Sin embargo, la creciente apuesta por OpenAI también ata más estrechamente a SoftBank —que ha sufrido enormes pérdidas con su Vision Fund— a una startup en el centro de una serie de operaciones circulares que han despertado inquietud por una burbuja en formación.
Las acciones de la firma japonesa, que se han más que duplicado en el año, están siendo valoradas cada vez más en función de su exposición a OpenAI. El papel subió el mes pasado tras la reestructuración interna de la startup, que la liberó de sus raíces sin fines de lucro.
OpenAI evalúa una salida a bolsa de hasta USD 1 billón el próximo año, lo que representaría una ganancia extraordinaria para inversores como Microsoft y SoftBank, según informó Reuters.

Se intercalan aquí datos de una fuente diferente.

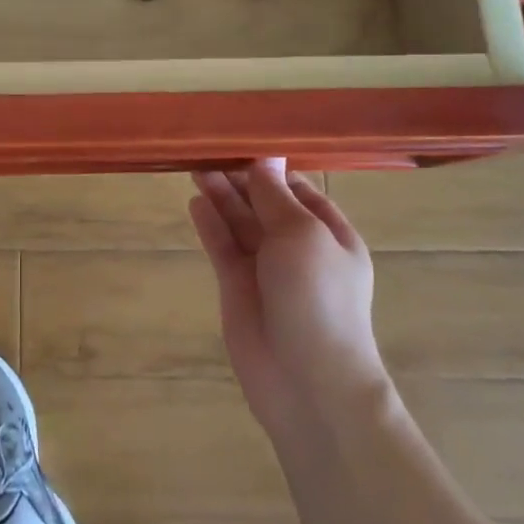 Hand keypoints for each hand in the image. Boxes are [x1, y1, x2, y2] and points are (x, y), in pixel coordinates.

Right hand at [189, 159, 387, 440]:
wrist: (307, 382)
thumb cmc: (317, 299)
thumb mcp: (303, 235)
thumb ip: (276, 196)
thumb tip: (265, 158)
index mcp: (329, 234)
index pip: (298, 189)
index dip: (271, 167)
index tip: (241, 142)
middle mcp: (298, 248)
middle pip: (264, 203)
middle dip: (240, 178)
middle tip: (207, 152)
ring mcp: (266, 269)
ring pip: (240, 223)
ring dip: (221, 196)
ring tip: (195, 168)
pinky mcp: (238, 288)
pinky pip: (222, 247)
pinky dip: (210, 225)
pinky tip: (195, 203) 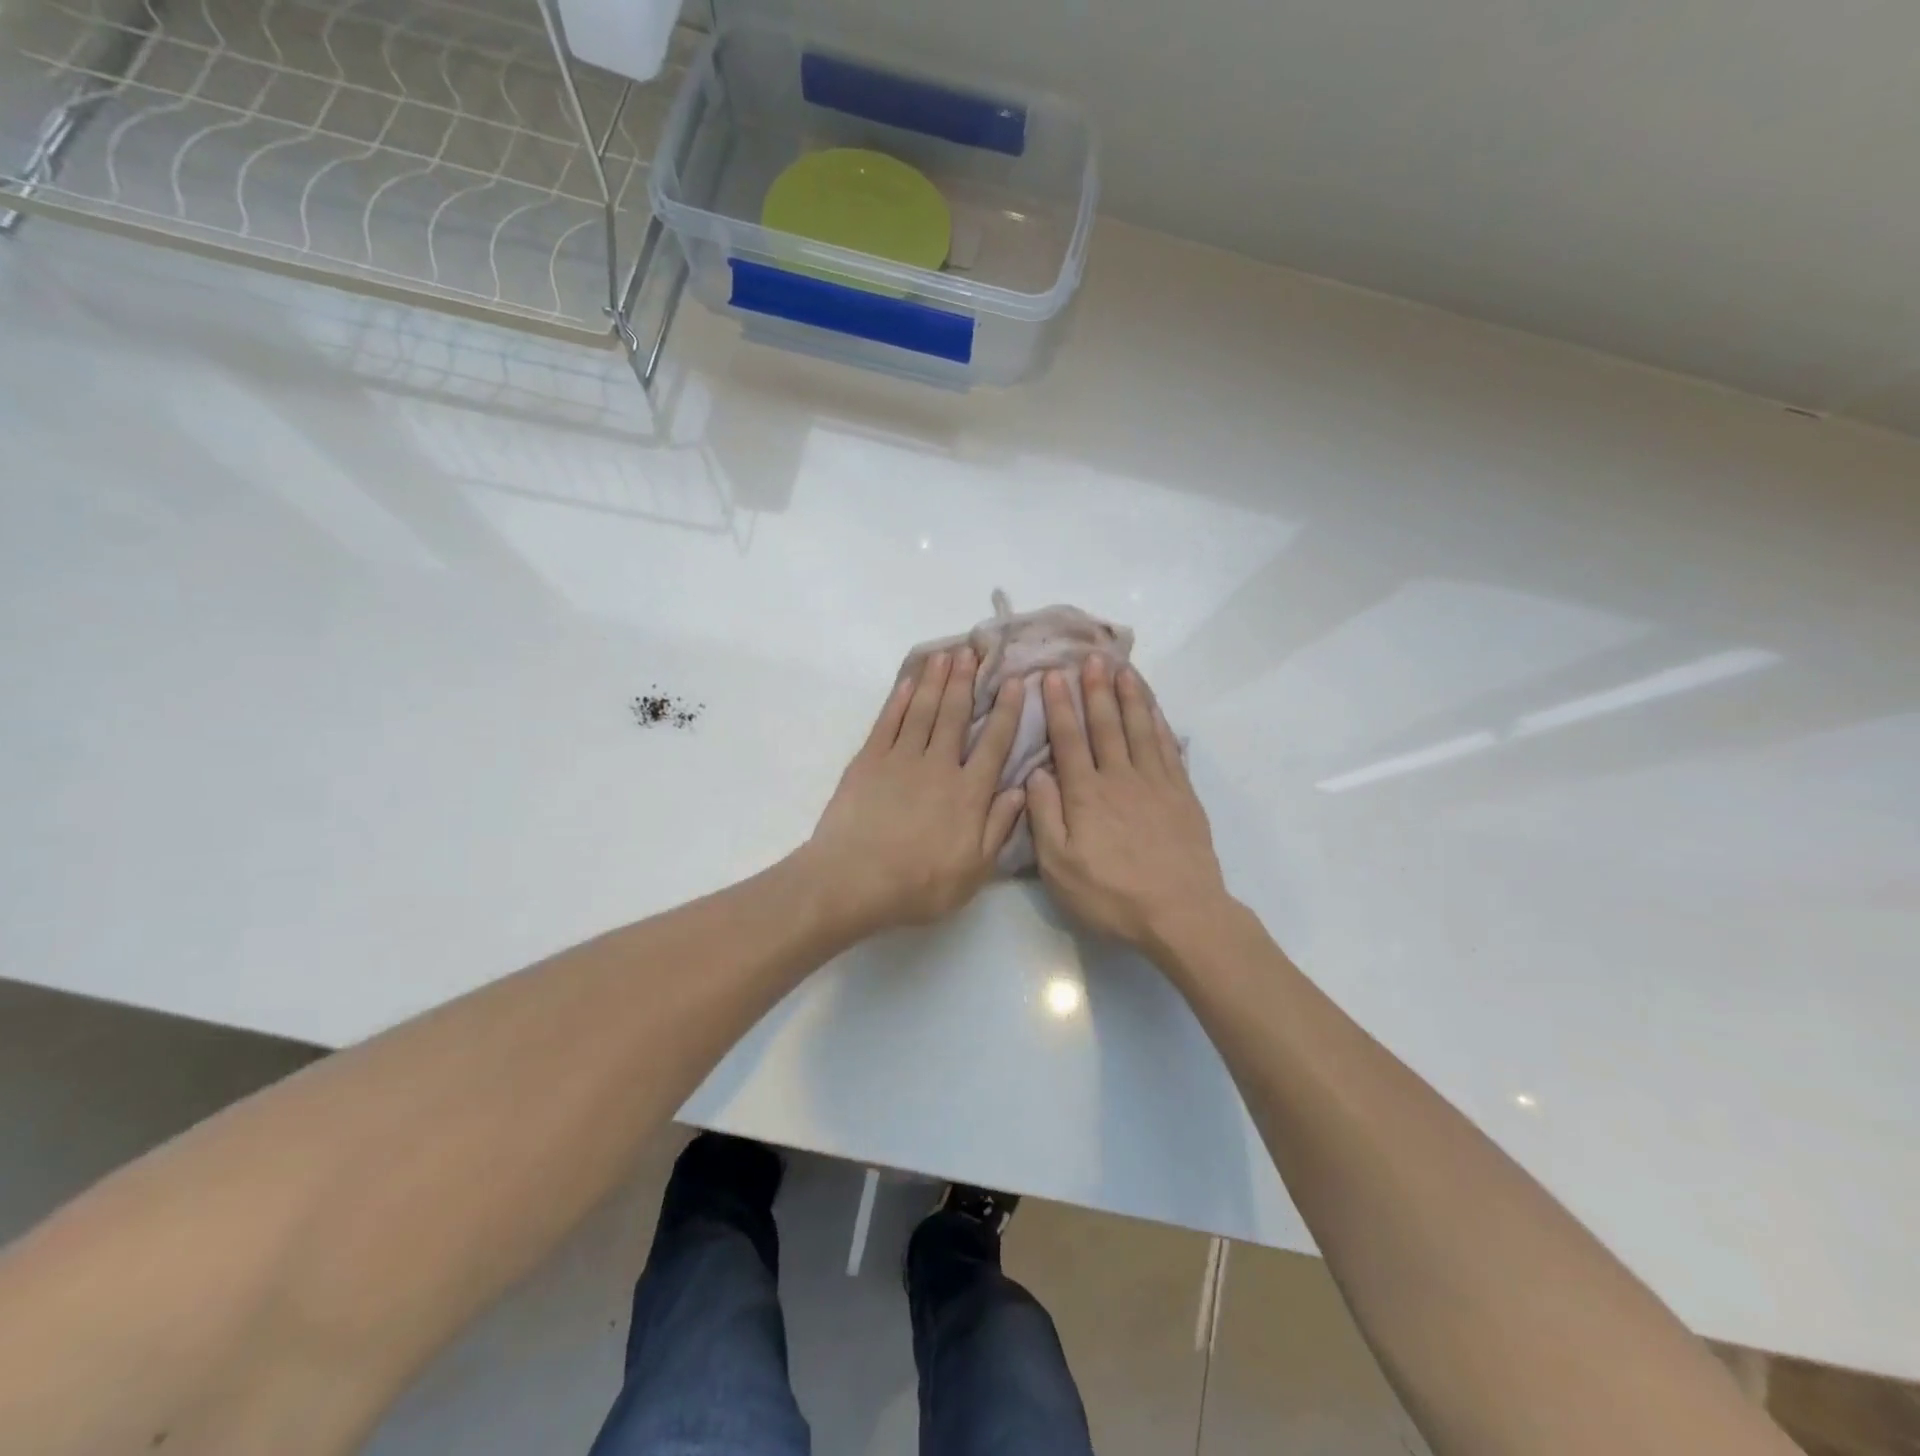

El alza en la valuación de OpenAI impulsó además el beneficio neto de SoftBank en el segundo trimestre, que más que se duplicó. Aun así, OpenAI no ha precisado cómo planea financiar sus acuerdos de infraestructura, que rondan los USD 1,4 billones, aunque prevé cerrar el año con USD 20.000 millones de ingresos recurrentes anuales y recientemente rectificó sus comentarios sobre la necesidad de préstamos respaldados por el gobierno.
“El pasado accidentado del Vision Fund le da a esta desinversión un aire de partida de póker de alto riesgo”, concluyó Schulman.